Self-pity is dishonest because it does not see, nor does it want to see, the remedy God has provided us in Christ. It is self-reinforcing for the same reason. Self-pity does not lead to anything but more self-pity. If we stay in this state long enough, if we indulge it rather than resist it, it will destroy us. Self-pity is a function of the part of ourselves Jesus said we must die to. In contrast honest grief, especially honest grief we invite Him in to, is cleansing and restorative. Godly grief is part of the healing process that we all so desperately need after losing someone or something near and dear to us. Self-pity, by comparison, heals nothing. In fact it makes the wound become more painful causes it to grow. Ultimately it leads to a sort of spiritual infection.

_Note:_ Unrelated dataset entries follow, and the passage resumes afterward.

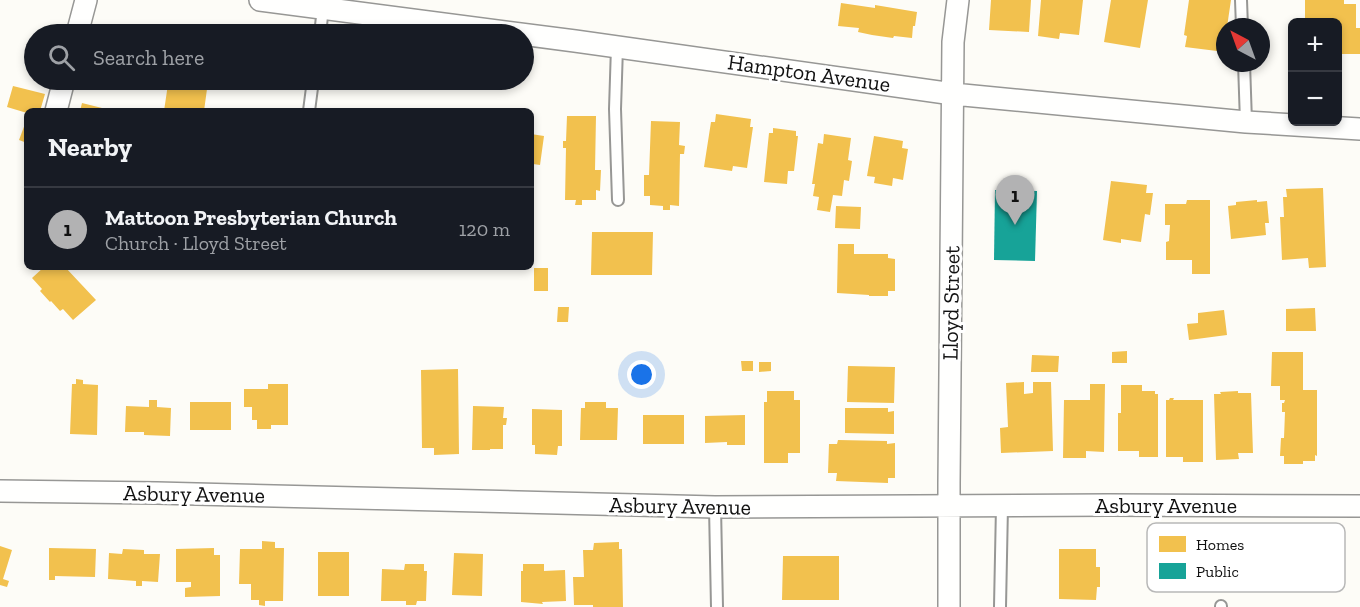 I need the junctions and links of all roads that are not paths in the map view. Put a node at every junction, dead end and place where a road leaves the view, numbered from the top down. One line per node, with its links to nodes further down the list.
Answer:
1 (86, 0): 7 (street)
2 (260, 0): 5 (street, Hampton Avenue)
3 (958, 0): 15 (street, Lloyd Street)
4 (1241, 0): 6 (lane)
5 (323, 8): 8 (lane); 9 (street, Hampton Avenue)
6 (1242, 18)
7 (79, 24)
8 (321, 24)
9 (444, 24)
10 (534, 36): 11 (street, Hampton Avenue)
11 (617, 47): 15 (street, Hampton Avenue); 20 (lane)
12 (1244, 72): 18 (lane)
13 (61, 90): 16 (street)
14 (312, 90): 17 (lane)
15 (953, 93): 18 (street, Hampton Avenue); 22 (street, Lloyd Street)
16 (57, 108)
17 (309, 108)
18 (1246, 122): 19 (street, Hampton Avenue)
19 (1360, 129)
20 (618, 200)
21 (0, 491): 24 (street, Asbury Avenue)
22 (949, 506): 23 (street, Asbury Avenue); 24 (street, Asbury Avenue); 27 (street, Lloyd Street)
23 (1002, 506): 25 (street, Asbury Avenue); 28 (lane)
24 (715, 507): 26 (lane)
25 (1360, 507)
26 (717, 607)
27 (950, 607)
28 (1000, 607)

It is possible to repent from self-pity. We need to recognize this sin for what it is and the death it brings. We can then reject it and ask for the Spirit to bring us to a new place of healthy grief. We can also ask God to make us aware that, while difficult, this redemptive kind of pain is difficult in the good sense of the word. Among other things the hardness of grief causes us to cry out to God and implore Him to draw near and help us bear it. By inviting Him into our grief we give Him permission to enter into our lives in a new way. When we embrace honest sorrow Jesus helps us to reckon with and accept our losses and then realize that "by His stripes we are healed." With this healing comes a new and blessed intimacy with our Lord that redeems the hurt we have known for a season. To paraphrase the Scripture, mourning endures for a night, but joy will surely come in the morning.